__SUPPLIED MATERIAL__.
*** Begin section ***

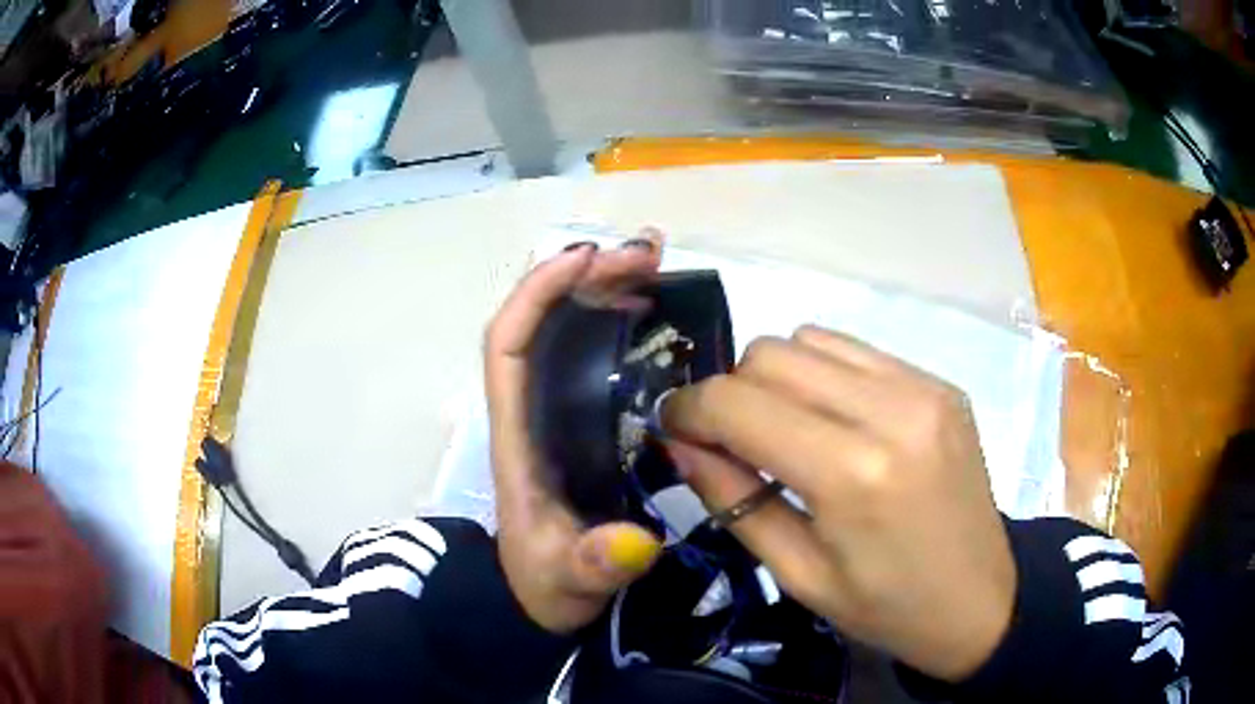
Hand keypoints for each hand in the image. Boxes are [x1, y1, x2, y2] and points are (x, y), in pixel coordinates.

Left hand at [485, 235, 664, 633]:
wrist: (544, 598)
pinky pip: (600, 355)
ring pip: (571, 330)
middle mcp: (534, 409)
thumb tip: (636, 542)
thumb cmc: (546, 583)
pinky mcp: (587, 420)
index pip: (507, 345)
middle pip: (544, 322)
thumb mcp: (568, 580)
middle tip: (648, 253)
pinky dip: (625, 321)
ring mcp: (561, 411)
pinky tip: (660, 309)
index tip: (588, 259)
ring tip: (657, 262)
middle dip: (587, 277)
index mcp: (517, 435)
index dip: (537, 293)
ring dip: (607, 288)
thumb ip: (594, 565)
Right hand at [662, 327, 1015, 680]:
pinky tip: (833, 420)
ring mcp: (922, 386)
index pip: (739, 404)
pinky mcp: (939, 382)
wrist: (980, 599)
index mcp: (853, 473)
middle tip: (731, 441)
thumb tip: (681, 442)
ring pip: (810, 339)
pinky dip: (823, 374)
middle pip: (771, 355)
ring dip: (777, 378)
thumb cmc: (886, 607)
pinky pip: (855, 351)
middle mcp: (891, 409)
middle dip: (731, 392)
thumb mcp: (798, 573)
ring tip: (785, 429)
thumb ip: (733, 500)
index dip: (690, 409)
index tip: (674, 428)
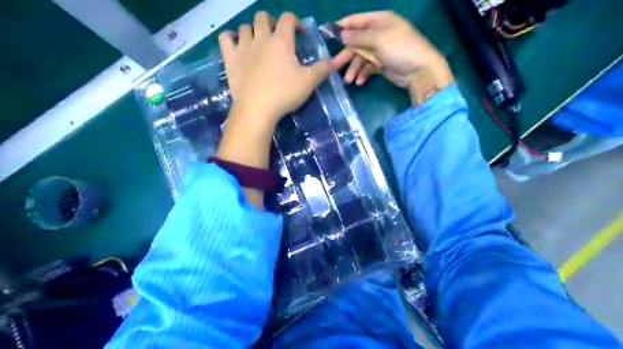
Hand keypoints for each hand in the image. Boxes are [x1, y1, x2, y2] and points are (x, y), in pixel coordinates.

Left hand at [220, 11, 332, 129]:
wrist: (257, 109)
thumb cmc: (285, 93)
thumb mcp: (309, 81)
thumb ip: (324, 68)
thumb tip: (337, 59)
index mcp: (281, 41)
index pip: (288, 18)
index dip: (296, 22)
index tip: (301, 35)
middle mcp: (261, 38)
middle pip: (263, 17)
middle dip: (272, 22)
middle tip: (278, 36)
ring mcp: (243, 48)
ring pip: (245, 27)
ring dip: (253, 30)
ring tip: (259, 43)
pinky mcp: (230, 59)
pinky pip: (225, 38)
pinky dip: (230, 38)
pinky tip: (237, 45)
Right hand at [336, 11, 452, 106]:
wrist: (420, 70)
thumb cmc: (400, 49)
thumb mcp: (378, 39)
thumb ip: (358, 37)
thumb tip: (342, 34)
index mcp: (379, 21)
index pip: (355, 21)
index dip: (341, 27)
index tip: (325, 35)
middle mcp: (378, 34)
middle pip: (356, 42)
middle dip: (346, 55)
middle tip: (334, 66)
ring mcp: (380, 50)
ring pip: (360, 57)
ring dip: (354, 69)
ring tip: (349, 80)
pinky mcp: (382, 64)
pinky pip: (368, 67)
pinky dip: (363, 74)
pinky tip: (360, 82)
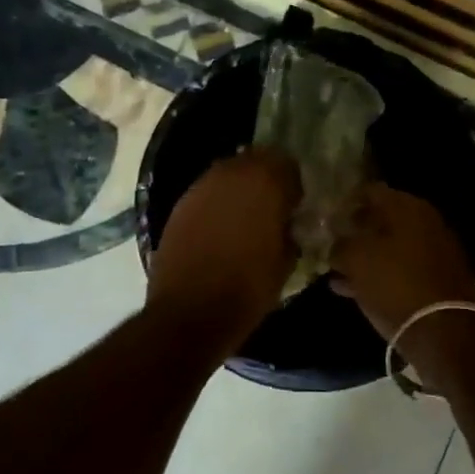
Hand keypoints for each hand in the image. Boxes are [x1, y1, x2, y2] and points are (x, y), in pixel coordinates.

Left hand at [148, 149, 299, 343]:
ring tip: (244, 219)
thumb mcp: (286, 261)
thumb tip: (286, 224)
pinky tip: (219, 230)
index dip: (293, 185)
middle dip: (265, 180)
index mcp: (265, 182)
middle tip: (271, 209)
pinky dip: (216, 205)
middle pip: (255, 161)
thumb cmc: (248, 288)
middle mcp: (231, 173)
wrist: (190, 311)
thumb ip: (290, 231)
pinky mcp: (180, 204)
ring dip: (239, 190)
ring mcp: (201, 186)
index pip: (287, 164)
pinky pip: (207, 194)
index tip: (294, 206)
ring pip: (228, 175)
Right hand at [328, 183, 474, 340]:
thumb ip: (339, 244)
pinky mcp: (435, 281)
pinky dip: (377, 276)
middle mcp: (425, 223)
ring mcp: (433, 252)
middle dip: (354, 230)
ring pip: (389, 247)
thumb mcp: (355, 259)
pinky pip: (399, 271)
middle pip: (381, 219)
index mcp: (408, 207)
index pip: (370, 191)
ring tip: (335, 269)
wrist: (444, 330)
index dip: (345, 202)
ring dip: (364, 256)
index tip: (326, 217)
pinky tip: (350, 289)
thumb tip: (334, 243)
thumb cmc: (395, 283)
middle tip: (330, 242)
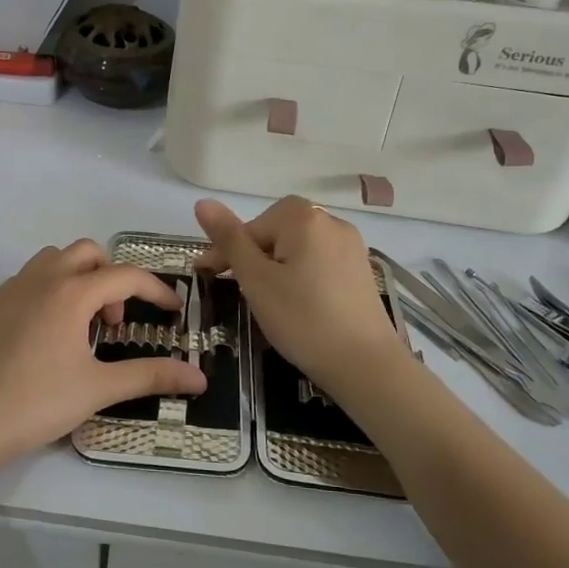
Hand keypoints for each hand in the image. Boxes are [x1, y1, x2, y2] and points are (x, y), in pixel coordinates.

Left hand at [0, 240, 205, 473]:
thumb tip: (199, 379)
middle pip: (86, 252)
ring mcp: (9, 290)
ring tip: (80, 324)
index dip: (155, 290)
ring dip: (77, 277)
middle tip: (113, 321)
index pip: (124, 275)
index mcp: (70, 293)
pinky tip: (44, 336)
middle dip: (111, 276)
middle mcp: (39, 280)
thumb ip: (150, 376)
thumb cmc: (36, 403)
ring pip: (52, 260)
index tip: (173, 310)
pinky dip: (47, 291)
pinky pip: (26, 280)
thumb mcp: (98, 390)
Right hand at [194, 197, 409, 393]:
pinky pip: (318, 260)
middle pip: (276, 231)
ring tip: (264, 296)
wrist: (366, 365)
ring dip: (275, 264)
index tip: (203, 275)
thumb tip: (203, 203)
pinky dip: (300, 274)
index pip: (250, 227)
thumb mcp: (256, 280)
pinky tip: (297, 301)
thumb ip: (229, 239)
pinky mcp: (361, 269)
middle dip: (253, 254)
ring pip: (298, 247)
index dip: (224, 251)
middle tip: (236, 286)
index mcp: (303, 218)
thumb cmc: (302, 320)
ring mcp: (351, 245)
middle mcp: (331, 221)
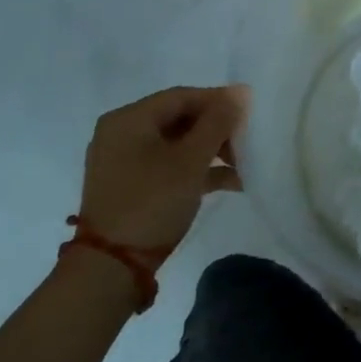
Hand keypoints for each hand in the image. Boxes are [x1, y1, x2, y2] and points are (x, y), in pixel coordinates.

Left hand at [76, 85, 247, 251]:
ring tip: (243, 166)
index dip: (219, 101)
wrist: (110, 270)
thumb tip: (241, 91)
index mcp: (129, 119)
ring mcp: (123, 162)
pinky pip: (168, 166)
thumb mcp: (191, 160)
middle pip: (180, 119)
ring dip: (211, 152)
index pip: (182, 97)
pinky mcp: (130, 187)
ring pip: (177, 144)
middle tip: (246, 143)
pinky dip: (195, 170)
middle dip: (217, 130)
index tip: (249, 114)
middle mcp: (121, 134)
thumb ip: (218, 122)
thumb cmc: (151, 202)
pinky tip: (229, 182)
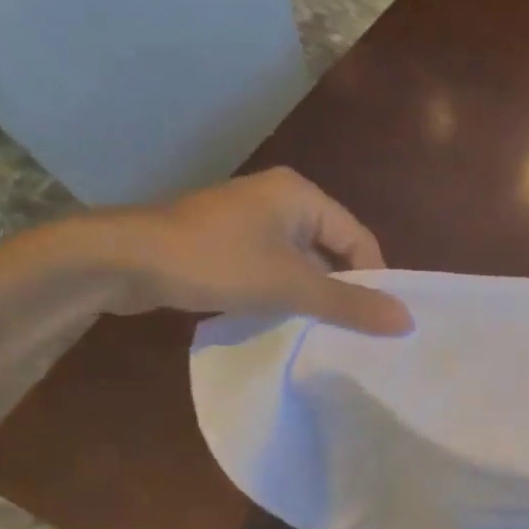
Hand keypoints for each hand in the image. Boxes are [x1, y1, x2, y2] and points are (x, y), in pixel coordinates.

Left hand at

*** End section ***
*** Begin section ***

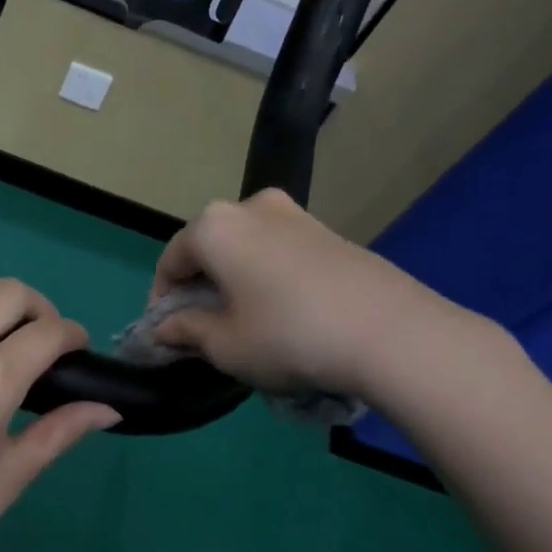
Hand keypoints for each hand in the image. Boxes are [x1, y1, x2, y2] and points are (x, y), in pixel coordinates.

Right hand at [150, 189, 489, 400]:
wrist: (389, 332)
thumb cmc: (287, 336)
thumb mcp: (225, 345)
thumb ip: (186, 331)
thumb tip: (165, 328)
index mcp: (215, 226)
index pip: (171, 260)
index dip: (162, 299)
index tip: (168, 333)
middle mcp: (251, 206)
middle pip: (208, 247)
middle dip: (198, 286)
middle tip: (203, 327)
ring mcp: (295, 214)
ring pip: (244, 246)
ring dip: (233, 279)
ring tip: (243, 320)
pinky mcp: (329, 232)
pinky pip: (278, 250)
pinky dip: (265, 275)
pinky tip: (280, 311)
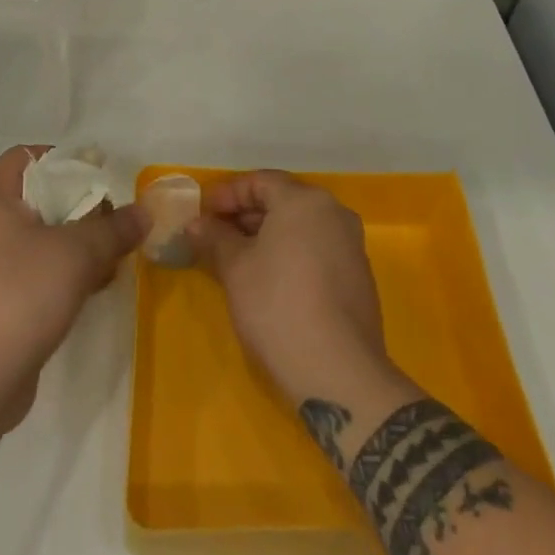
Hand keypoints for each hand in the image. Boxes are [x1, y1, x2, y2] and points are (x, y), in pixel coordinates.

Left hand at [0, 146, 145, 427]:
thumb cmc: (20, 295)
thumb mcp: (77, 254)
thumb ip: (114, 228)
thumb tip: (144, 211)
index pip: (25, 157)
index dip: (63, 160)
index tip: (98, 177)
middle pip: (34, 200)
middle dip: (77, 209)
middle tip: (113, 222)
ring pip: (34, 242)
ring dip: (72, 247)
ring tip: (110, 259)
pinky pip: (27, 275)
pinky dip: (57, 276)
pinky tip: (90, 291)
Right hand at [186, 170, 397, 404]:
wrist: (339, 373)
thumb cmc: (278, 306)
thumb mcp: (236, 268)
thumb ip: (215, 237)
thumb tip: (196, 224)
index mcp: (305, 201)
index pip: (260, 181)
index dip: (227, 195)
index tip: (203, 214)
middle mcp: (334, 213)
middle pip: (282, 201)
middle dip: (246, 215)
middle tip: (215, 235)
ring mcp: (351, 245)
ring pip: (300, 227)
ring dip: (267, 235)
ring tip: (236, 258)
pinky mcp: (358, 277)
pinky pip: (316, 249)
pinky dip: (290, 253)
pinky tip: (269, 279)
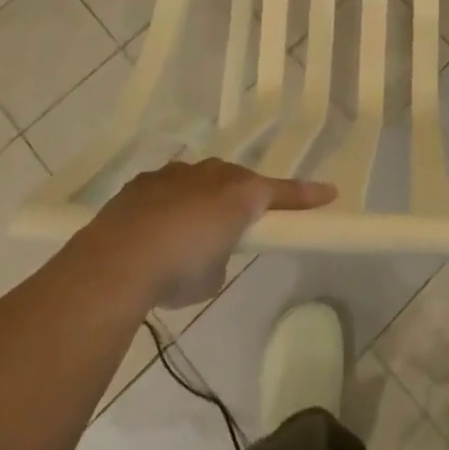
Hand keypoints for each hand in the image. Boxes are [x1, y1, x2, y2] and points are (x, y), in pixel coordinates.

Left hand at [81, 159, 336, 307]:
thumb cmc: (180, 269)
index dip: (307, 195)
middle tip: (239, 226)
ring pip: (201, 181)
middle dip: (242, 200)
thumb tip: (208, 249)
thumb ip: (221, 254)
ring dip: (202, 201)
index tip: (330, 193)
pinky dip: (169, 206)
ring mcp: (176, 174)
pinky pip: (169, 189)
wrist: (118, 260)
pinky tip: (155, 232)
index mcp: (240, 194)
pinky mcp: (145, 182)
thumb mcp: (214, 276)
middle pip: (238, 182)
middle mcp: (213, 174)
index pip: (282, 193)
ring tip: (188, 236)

*** End section ***
*** Begin section ***

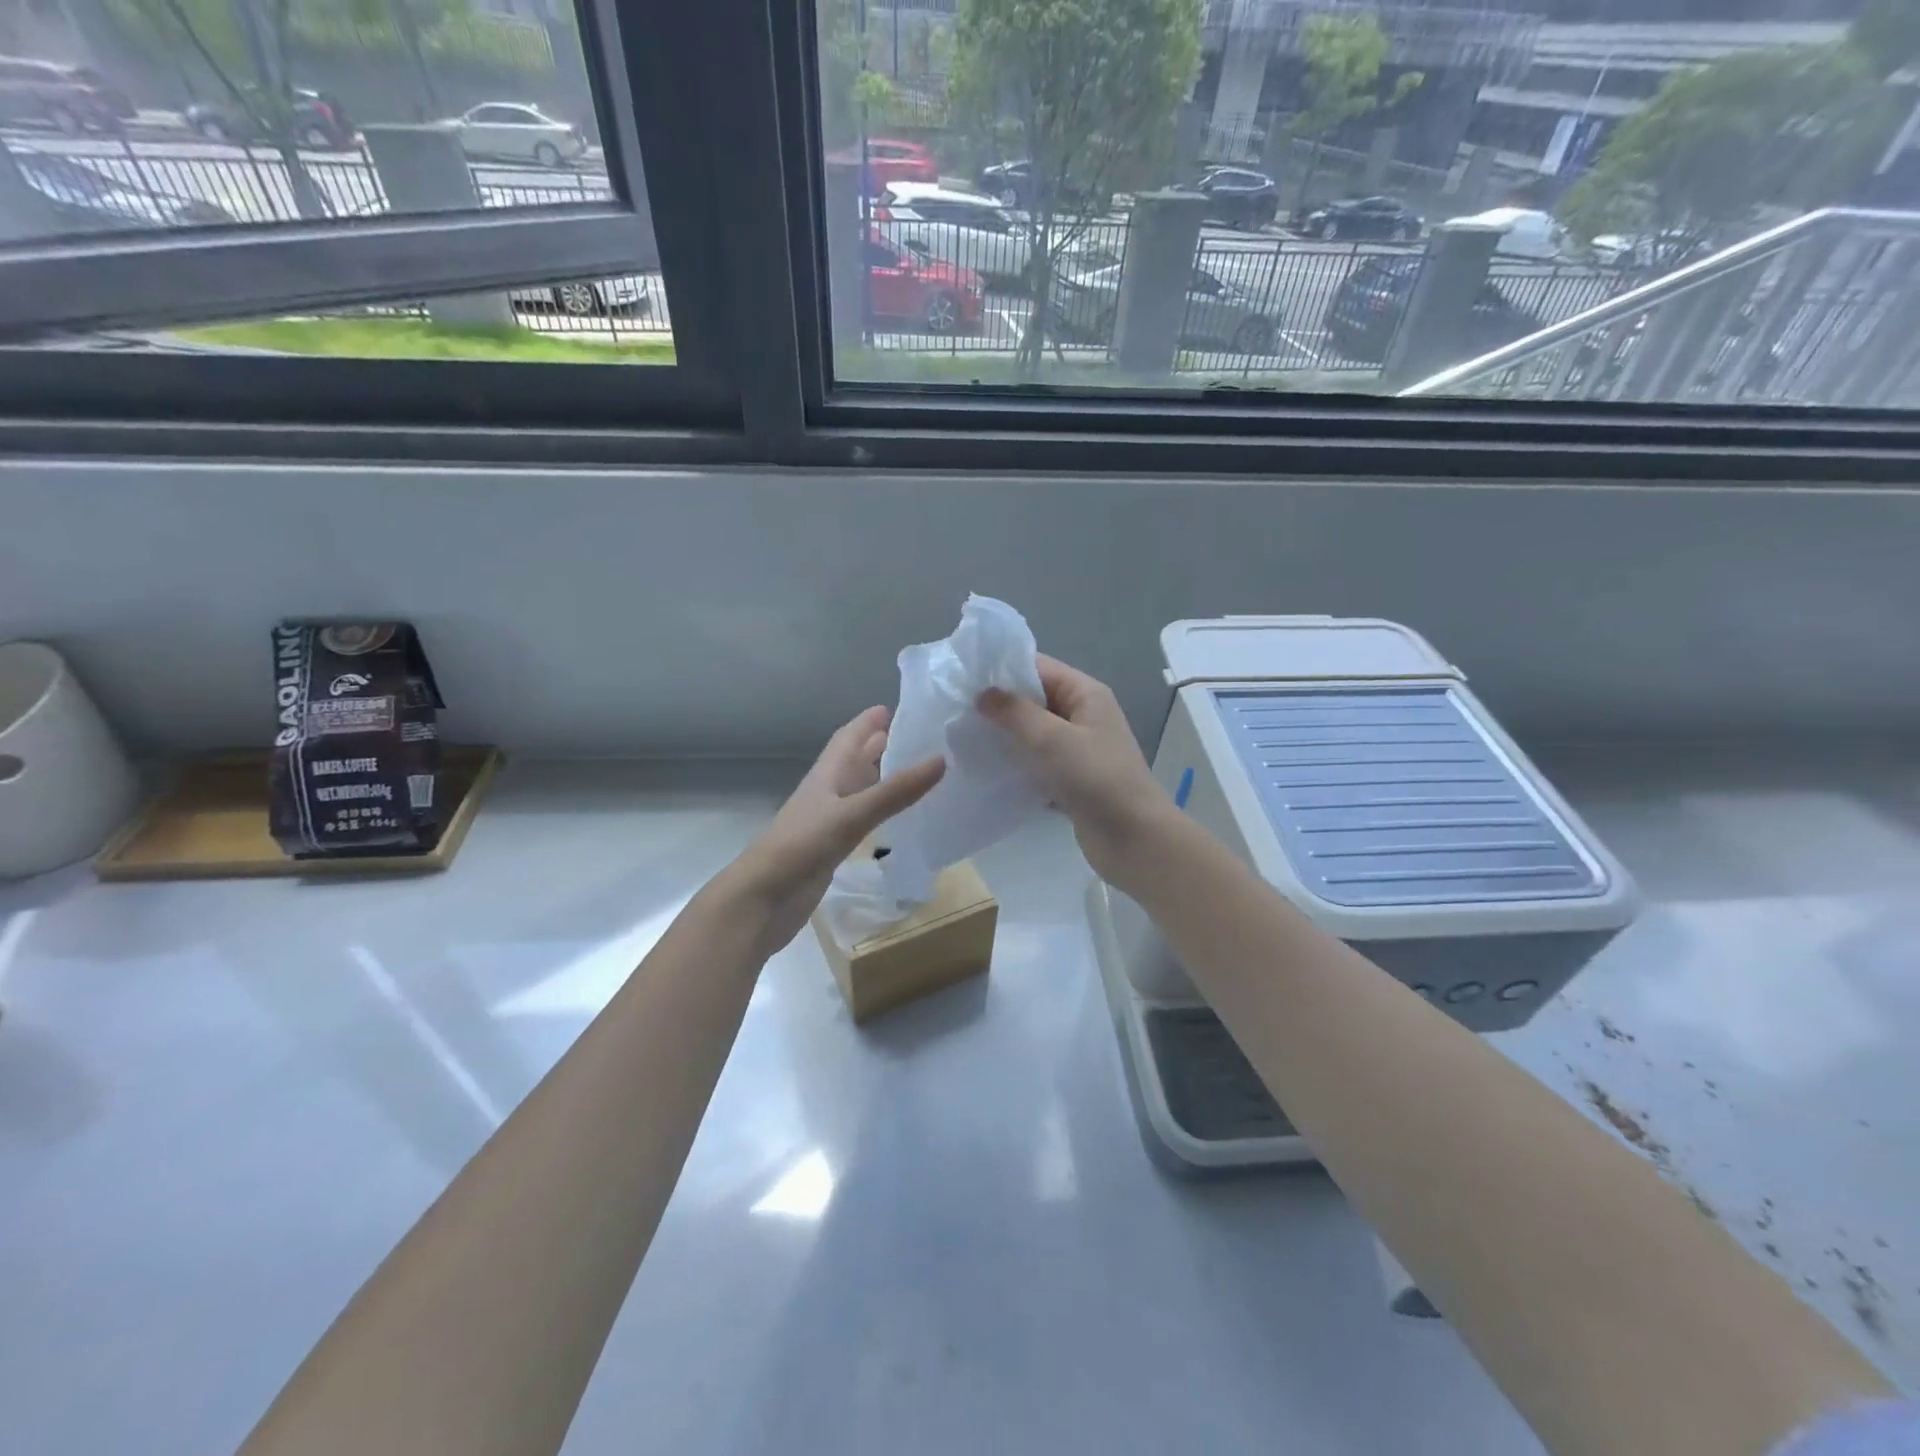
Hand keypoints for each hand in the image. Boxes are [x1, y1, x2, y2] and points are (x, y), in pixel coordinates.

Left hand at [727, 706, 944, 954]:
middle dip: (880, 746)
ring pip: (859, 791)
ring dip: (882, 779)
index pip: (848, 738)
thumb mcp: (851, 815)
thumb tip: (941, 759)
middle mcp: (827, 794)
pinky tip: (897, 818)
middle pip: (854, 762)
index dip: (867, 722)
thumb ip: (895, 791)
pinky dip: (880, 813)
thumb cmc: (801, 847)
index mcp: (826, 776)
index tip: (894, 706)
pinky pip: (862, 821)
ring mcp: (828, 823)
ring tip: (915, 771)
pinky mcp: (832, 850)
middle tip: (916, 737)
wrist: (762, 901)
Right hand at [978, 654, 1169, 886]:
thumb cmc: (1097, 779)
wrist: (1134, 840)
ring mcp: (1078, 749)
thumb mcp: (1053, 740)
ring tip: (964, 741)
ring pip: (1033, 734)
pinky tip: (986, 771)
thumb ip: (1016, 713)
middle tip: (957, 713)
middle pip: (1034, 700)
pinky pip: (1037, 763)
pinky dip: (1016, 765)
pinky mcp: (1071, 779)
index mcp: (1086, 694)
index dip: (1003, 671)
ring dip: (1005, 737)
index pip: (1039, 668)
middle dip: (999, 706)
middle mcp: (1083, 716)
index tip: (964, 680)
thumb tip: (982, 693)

*** End section ***

__PROBLEM DESCRIPTION__. Please transcribe exactly the part of the records that opens with the line containing "thumb tip: (199, 379)" and closes with the line containing "ring tip: (243, 166)", both ends included, and leave out the pictures.

__TASK RESULT__.
thumb tip: (199, 379)
middle pip: (86, 252)
ring mcp: (9, 290)
ring tip: (80, 324)
index dip: (155, 290)
ring dip: (77, 277)
middle tip: (113, 321)
index pip: (124, 275)
index mcp: (70, 293)
pinky tip: (44, 336)
middle dip: (111, 276)
middle mcp: (39, 280)
thumb ip: (150, 376)
thumb cmc: (36, 403)
ring pip: (52, 260)
index tip: (173, 310)
pinky dip: (47, 291)
pinky pip: (26, 280)
thumb mcp: (98, 390)
Right hand at [194, 197, 409, 393]:
pinky pip: (318, 260)
middle pip: (276, 231)
ring tip: (264, 296)
wrist: (366, 365)
ring dip: (275, 264)
index tip: (203, 275)
thumb tip: (203, 203)
pinky dip: (300, 274)
index pip: (250, 227)
thumb mcp: (256, 280)
pinky tip: (297, 301)
thumb ip: (229, 239)
pinky mcp: (361, 269)
middle dip: (253, 254)
ring pip: (298, 247)
index dip: (224, 251)
middle tip: (236, 286)
index mcp: (303, 218)
thumb cmc: (302, 320)
ring mcp: (351, 245)
middle mcp: (331, 221)
Hand keypoints for each hand in the image. Boxes are [x1, y1, x2, y2] and points are (x, y), in pixel coordinates.

Left hand at [76, 85, 247, 251]:
ring tip: (243, 166)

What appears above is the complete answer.